» **Assignment**
Examine each line of the data. Copy those that contain the string "East".

Dataset entries
◆ ◆ ◆

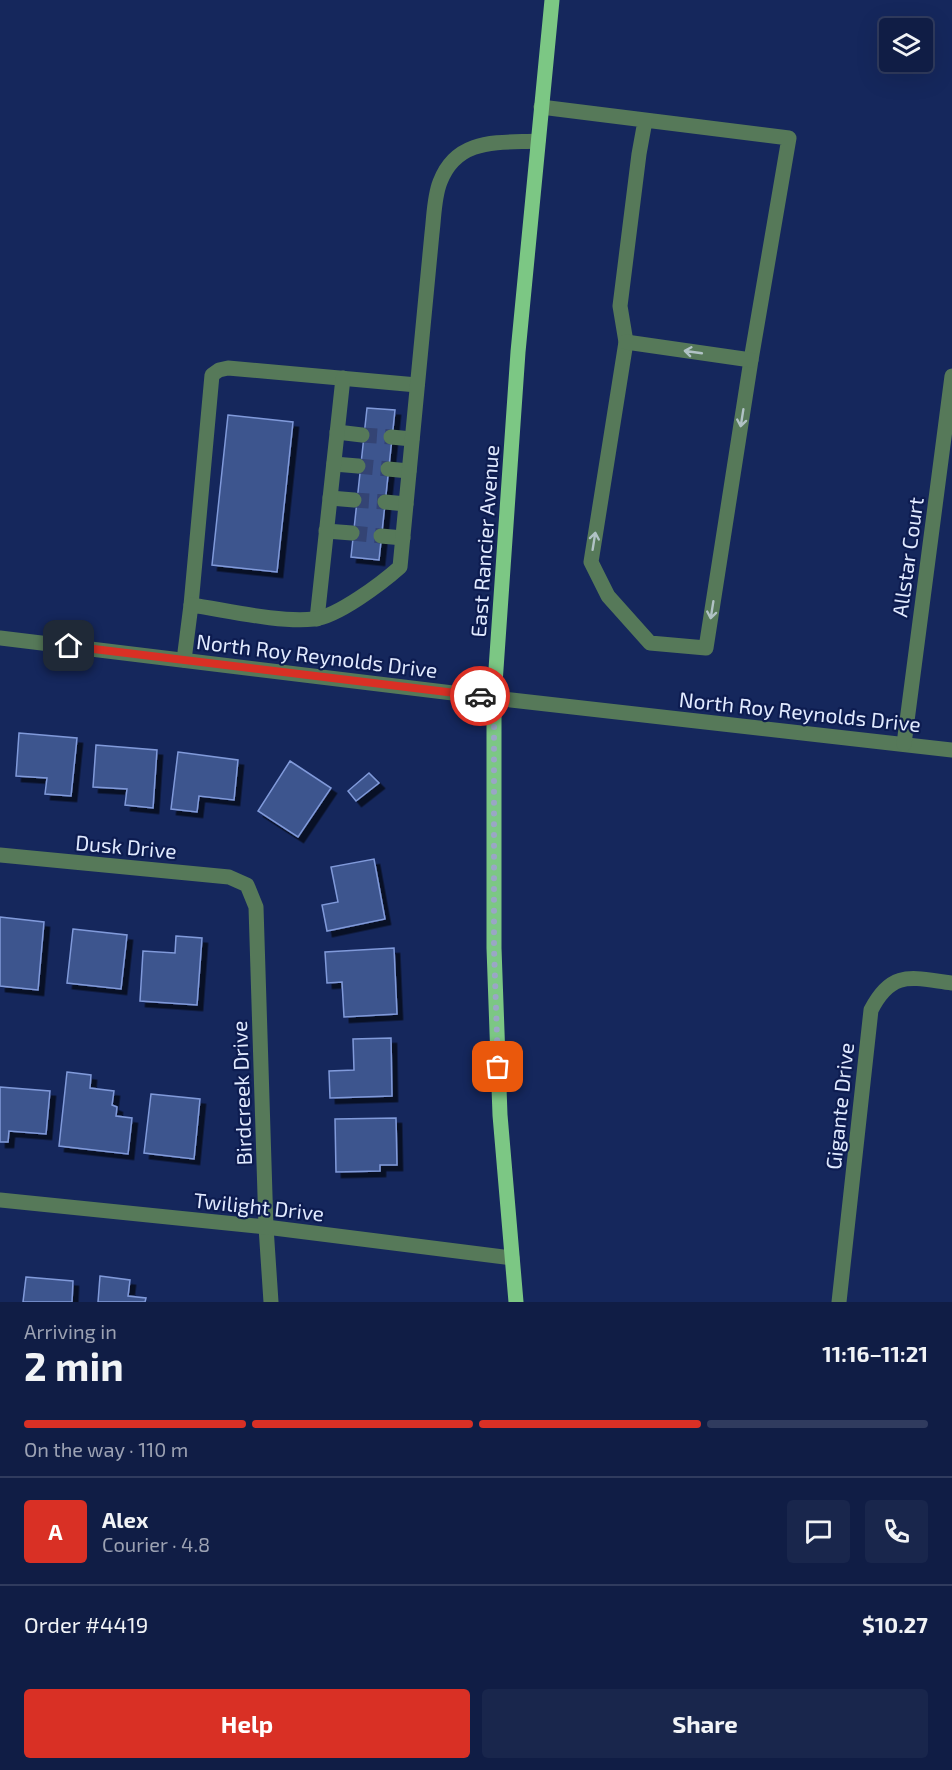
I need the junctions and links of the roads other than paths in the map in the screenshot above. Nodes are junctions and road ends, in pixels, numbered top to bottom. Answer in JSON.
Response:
{"nodes":[{"id":1,"x":552,"y":0,"type":"edge"},
{"id":2,"x":541,"y":107,"type":"junction"},
{"id":3,"x":645,"y":121,"type":"junction"},
{"id":4,"x":538,"y":141,"type":"junction"},
{"id":5,"x":626,"y":342,"type":"junction"},
{"id":6,"x":751,"y":360,"type":"junction"},
{"id":7,"x":952,"y":376,"type":"edge"},
{"id":8,"x":343,"y":378,"type":"junction"},
{"id":9,"x":417,"y":385,"type":"junction"},
{"id":10,"x":337,"y":432,"type":"junction"},
{"id":11,"x":362,"y":435,"type":"tunnel mouth"},
{"id":12,"x":392,"y":437,"type":"tunnel mouth"},
{"id":13,"x":412,"y":439,"type":"junction"},
{"id":14,"x":334,"y":464,"type":"junction"},
{"id":15,"x":358,"y":466,"type":"tunnel mouth"},
{"id":16,"x":388,"y":469,"type":"tunnel mouth"},
{"id":17,"x":409,"y":471,"type":"junction"},
{"id":18,"x":330,"y":498,"type":"junction"},
{"id":19,"x":354,"y":500,"type":"tunnel mouth"},
{"id":20,"x":385,"y":502,"type":"tunnel mouth"},
{"id":21,"x":406,"y":504,"type":"junction"},
{"id":22,"x":326,"y":531,"type":"junction"},
{"id":23,"x":351,"y":533,"type":"tunnel mouth"},
{"id":24,"x":381,"y":536,"type":"tunnel mouth"},
{"id":25,"x":403,"y":538,"type":"junction"},
{"id":26,"x":191,"y":605,"type":"junction"},
{"id":27,"x":317,"y":619,"type":"junction"},
{"id":28,"x":0,"y":638,"type":"edge"},
{"id":29,"x":184,"y":660,"type":"junction"},
{"id":30,"x":494,"y":698,"type":"junction"},
{"id":31,"x":904,"y":744,"type":"junction"},
{"id":32,"x":952,"y":750,"type":"edge"},
{"id":33,"x":0,"y":855,"type":"edge"},
{"id":34,"x":246,"y":885,"type":"joint"},
{"id":35,"x":952,"y":983,"type":"edge"},
{"id":36,"x":0,"y":1200,"type":"edge"},
{"id":37,"x":266,"y":1227,"type":"junction"},
{"id":38,"x":512,"y":1258,"type":"junction"},
{"id":39,"x":271,"y":1302,"type":"edge"},
{"id":40,"x":516,"y":1302,"type":"edge"},
{"id":41,"x":839,"y":1302,"type":"edge"}],
"edges":[{"from":1,"to":2,"type":"main road","name":"East Rancier Avenue"},
{"from":2,"to":3,"type":"street"},
{"from":2,"to":4,"type":"main road","name":"East Rancier Avenue"},
{"from":3,"to":5,"type":"street"},
{"from":3,"to":6,"type":"street"},
{"from":4,"to":9,"type":"street"},
{"from":4,"to":30,"type":"main road","name":"East Rancier Avenue"},
{"from":6,"to":5,"type":"street","one_way":true},
{"from":6,"to":5,"type":"street","one_way":true},
{"from":7,"to":31,"type":"street","name":"Allstar Court"},
{"from":8,"to":9,"type":"street"},
{"from":8,"to":10,"type":"street"},
{"from":8,"to":26,"type":"street"},
{"from":9,"to":13,"type":"street"},
{"from":10,"to":11,"type":"street"},
{"from":10,"to":14,"type":"street"},
{"from":12,"to":13,"type":"street"},
{"from":13,"to":17,"type":"street"},
{"from":14,"to":15,"type":"street"},
{"from":14,"to":18,"type":"street"},
{"from":16,"to":17,"type":"street"},
{"from":17,"to":21,"type":"street"},
{"from":18,"to":19,"type":"street"},
{"from":18,"to":22,"type":"street"},
{"from":20,"to":21,"type":"street"},
{"from":21,"to":25,"type":"street"},
{"from":22,"to":23,"type":"street"},
{"from":22,"to":27,"type":"street"},
{"from":24,"to":25,"type":"street"},
{"from":25,"to":27,"type":"street"},
{"from":26,"to":27,"type":"street"},
{"from":26,"to":29,"type":"street"},
{"from":28,"to":29,"type":"street","name":"North Roy Reynolds Drive"},
{"from":29,"to":30,"type":"street","name":"North Roy Reynolds Drive"},
{"from":30,"to":31,"type":"street","name":"North Roy Reynolds Drive"},
{"from":30,"to":38,"type":"main road","name":"East Rancier Avenue"},
{"from":31,"to":32,"type":"street","name":"North Roy Reynolds Drive"},
{"from":33,"to":34,"type":"street","name":"Dusk Drive"},
{"from":34,"to":37,"type":"street","name":"Birdcreek Drive"},
{"from":35,"to":41,"type":"street","name":"Gigante Drive"},
{"from":36,"to":37,"type":"street","name":"Twilight Drive"},
{"from":37,"to":38,"type":"street","name":"Twilight Drive"},
{"from":37,"to":39,"type":"street","name":"Birdcreek Drive"},
{"from":38,"to":40,"type":"main road","name":"East Rancier Avenue"}]}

◆ ◆ ◆

» **Exercise output**
"edges":[{"from":1,"to":2,"type":"main road","name":"East Rancier Avenue"},
{"from":2,"to":4,"type":"main road","name":"East Rancier Avenue"},
{"from":4,"to":30,"type":"main road","name":"East Rancier Avenue"},
{"from":30,"to":38,"type":"main road","name":"East Rancier Avenue"},
{"from":38,"to":40,"type":"main road","name":"East Rancier Avenue"}]}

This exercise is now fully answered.